Writer-director Greta Gerwig’s decision to remake Little Women could be seen as mild sacrilege. Her film, based on the popular book by Louisa May Alcott and preceded by the beloved 1994 adaption, has many preconceived notions to overcome. Rather than a staid do-over, Gerwig instead makes a leap that matches her characters’ own ambitions. After her success with Lady Bird, she’s working on a much larger canvas here and, despite this film’s “remake” status, creates something new.
In case you didn’t know, Little Women is built around a family of four sisters—Jo (Saoirse Ronan), Meg (Emma Watson), Amy (Florence Pugh), and Beth (Eliza Scanlen). Their father is off fighting in the American Civil War, leaving their mother (Laura Dern) to tend to them and the broader community. This includes “Laurie” (Timothée Chalamet) of the rich Laurence family and the poor Hummels, both used as not unimportant devices in the film. As made clear, these women are not insulated from the wider world; they’re instead shaped by it in ways they can and can’t control. In this, Gerwig’s bold decision to re-jig the novel’s timeline, altering its traditional linear structure, enforces this thematic notion. Instead of suspense, the film creates emotional layering and doubling that satisfies. It plays with the knowledge of what it knows—what the book’s fans surely know—and what each character learns in time.
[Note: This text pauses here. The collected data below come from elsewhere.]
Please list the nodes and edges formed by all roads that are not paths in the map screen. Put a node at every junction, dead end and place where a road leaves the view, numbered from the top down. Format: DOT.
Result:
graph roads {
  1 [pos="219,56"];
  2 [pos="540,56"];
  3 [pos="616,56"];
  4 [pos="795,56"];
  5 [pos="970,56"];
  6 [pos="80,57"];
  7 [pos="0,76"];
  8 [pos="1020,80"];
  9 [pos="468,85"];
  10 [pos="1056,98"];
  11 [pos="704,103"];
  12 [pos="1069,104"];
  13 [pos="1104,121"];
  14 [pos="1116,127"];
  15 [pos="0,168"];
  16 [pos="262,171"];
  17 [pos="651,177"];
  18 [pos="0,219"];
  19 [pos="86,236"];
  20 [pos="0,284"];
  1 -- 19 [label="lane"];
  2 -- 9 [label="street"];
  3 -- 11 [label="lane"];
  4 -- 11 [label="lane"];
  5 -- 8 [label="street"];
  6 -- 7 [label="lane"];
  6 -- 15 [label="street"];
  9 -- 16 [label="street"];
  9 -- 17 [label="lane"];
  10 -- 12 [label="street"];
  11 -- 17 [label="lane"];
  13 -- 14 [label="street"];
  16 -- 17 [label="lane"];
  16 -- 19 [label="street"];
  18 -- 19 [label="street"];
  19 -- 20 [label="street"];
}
And as with Lady Bird, it’s Gerwig’s luxury to have an actress like Ronan (to say nothing of the entire capable cast, including Meryl Streep) anchoring the film’s narrative throughline. Gerwig’s efforts lead to perhaps one ending too many, but the world captured in the film is rich enough to support it.
Now a personal admission, I approached Little Women with no real grip on the source material and only a loose memory of the original film; in short, I wasn’t sure what I was walking into. While watching the film, however, something surprising happened: I was delighted and engaged by the idea of seeing where it all went. This may make me a Philistine to some, but I prefer to see it another way. I’m just another joiner to the cause.